--- Data Enclosed Below ---

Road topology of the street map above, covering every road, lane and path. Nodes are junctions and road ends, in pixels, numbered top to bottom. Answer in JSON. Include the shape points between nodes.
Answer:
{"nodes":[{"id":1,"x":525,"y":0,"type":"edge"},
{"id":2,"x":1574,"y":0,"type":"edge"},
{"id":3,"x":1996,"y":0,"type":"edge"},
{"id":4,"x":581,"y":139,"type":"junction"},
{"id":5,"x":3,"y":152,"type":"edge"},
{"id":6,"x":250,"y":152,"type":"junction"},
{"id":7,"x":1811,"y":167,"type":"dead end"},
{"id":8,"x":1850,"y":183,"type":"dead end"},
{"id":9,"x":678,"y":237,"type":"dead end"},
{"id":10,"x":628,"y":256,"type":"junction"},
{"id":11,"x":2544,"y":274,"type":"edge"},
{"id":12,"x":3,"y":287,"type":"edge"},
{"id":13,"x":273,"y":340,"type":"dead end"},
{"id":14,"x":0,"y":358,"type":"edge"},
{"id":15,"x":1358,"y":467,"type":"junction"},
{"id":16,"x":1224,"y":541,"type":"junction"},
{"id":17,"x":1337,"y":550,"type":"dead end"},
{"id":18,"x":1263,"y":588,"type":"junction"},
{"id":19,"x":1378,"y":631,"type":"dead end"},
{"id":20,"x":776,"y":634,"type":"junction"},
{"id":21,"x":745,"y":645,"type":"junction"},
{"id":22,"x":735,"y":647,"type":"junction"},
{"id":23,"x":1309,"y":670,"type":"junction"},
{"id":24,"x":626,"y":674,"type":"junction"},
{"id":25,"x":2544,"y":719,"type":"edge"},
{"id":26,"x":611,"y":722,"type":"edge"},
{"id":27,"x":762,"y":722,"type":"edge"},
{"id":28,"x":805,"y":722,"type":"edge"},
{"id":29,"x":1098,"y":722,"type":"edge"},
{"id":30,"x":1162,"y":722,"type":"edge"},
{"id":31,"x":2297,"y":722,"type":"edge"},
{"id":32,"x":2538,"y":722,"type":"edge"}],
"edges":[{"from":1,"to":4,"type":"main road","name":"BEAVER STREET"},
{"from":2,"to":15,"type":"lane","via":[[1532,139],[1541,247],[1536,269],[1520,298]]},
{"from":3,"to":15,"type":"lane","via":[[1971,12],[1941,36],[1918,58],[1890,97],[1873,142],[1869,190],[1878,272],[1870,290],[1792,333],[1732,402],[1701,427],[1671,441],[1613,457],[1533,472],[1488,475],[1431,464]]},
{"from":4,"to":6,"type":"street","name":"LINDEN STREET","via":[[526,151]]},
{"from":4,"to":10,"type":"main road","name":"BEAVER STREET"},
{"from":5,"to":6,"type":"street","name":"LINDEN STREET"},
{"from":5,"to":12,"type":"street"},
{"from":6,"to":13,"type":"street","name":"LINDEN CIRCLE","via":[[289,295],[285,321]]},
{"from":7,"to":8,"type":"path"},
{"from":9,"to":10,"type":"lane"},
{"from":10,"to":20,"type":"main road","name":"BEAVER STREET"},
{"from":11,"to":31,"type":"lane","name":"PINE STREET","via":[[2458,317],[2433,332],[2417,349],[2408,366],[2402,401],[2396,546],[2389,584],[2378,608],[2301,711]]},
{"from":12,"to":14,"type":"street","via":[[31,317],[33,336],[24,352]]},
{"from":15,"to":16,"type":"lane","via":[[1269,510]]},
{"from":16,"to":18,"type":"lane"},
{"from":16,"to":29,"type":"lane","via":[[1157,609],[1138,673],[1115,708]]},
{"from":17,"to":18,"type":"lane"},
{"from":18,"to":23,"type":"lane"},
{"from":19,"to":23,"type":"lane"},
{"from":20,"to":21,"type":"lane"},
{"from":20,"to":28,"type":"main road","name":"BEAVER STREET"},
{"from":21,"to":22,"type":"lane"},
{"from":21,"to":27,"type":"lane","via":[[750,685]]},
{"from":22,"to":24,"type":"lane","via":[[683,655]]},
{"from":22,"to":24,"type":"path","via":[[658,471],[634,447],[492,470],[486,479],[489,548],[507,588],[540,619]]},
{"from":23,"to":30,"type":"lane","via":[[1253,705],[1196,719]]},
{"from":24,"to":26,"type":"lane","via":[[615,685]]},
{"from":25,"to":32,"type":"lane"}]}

--- End of Enclosed Data ---

#### [What you need to do]
Write all of the records out exactly, including every line.

#### [Result]
Road topology of the street map above, covering every road, lane and path. Nodes are junctions and road ends, in pixels, numbered top to bottom. Answer in JSON. Include the shape points between nodes.
Answer:
{"nodes":[{"id":1,"x":525,"y":0,"type":"edge"},
{"id":2,"x":1574,"y":0,"type":"edge"},
{"id":3,"x":1996,"y":0,"type":"edge"},
{"id":4,"x":581,"y":139,"type":"junction"},
{"id":5,"x":3,"y":152,"type":"edge"},
{"id":6,"x":250,"y":152,"type":"junction"},
{"id":7,"x":1811,"y":167,"type":"dead end"},
{"id":8,"x":1850,"y":183,"type":"dead end"},
{"id":9,"x":678,"y":237,"type":"dead end"},
{"id":10,"x":628,"y":256,"type":"junction"},
{"id":11,"x":2544,"y":274,"type":"edge"},
{"id":12,"x":3,"y":287,"type":"edge"},
{"id":13,"x":273,"y":340,"type":"dead end"},
{"id":14,"x":0,"y":358,"type":"edge"},
{"id":15,"x":1358,"y":467,"type":"junction"},
{"id":16,"x":1224,"y":541,"type":"junction"},
{"id":17,"x":1337,"y":550,"type":"dead end"},
{"id":18,"x":1263,"y":588,"type":"junction"},
{"id":19,"x":1378,"y":631,"type":"dead end"},
{"id":20,"x":776,"y":634,"type":"junction"},
{"id":21,"x":745,"y":645,"type":"junction"},
{"id":22,"x":735,"y":647,"type":"junction"},
{"id":23,"x":1309,"y":670,"type":"junction"},
{"id":24,"x":626,"y":674,"type":"junction"},
{"id":25,"x":2544,"y":719,"type":"edge"},
{"id":26,"x":611,"y":722,"type":"edge"},
{"id":27,"x":762,"y":722,"type":"edge"},
{"id":28,"x":805,"y":722,"type":"edge"},
{"id":29,"x":1098,"y":722,"type":"edge"},
{"id":30,"x":1162,"y":722,"type":"edge"},
{"id":31,"x":2297,"y":722,"type":"edge"},
{"id":32,"x":2538,"y":722,"type":"edge"}],
"edges":[{"from":1,"to":4,"type":"main road","name":"BEAVER STREET"},
{"from":2,"to":15,"type":"lane","via":[[1532,139],[1541,247],[1536,269],[1520,298]]},
{"from":3,"to":15,"type":"lane","via":[[1971,12],[1941,36],[1918,58],[1890,97],[1873,142],[1869,190],[1878,272],[1870,290],[1792,333],[1732,402],[1701,427],[1671,441],[1613,457],[1533,472],[1488,475],[1431,464]]},
{"from":4,"to":6,"type":"street","name":"LINDEN STREET","via":[[526,151]]},
{"from":4,"to":10,"type":"main road","name":"BEAVER STREET"},
{"from":5,"to":6,"type":"street","name":"LINDEN STREET"},
{"from":5,"to":12,"type":"street"},
{"from":6,"to":13,"type":"street","name":"LINDEN CIRCLE","via":[[289,295],[285,321]]},
{"from":7,"to":8,"type":"path"},
{"from":9,"to":10,"type":"lane"},
{"from":10,"to":20,"type":"main road","name":"BEAVER STREET"},
{"from":11,"to":31,"type":"lane","name":"PINE STREET","via":[[2458,317],[2433,332],[2417,349],[2408,366],[2402,401],[2396,546],[2389,584],[2378,608],[2301,711]]},
{"from":12,"to":14,"type":"street","via":[[31,317],[33,336],[24,352]]},
{"from":15,"to":16,"type":"lane","via":[[1269,510]]},
{"from":16,"to":18,"type":"lane"},
{"from":16,"to":29,"type":"lane","via":[[1157,609],[1138,673],[1115,708]]},
{"from":17,"to":18,"type":"lane"},
{"from":18,"to":23,"type":"lane"},
{"from":19,"to":23,"type":"lane"},
{"from":20,"to":21,"type":"lane"},
{"from":20,"to":28,"type":"main road","name":"BEAVER STREET"},
{"from":21,"to":22,"type":"lane"},
{"from":21,"to":27,"type":"lane","via":[[750,685]]},
{"from":22,"to":24,"type":"lane","via":[[683,655]]},
{"from":22,"to":24,"type":"path","via":[[658,471],[634,447],[492,470],[486,479],[489,548],[507,588],[540,619]]},
{"from":23,"to":30,"type":"lane","via":[[1253,705],[1196,719]]},
{"from":24,"to":26,"type":"lane","via":[[615,685]]},
{"from":25,"to":32,"type":"lane"}]}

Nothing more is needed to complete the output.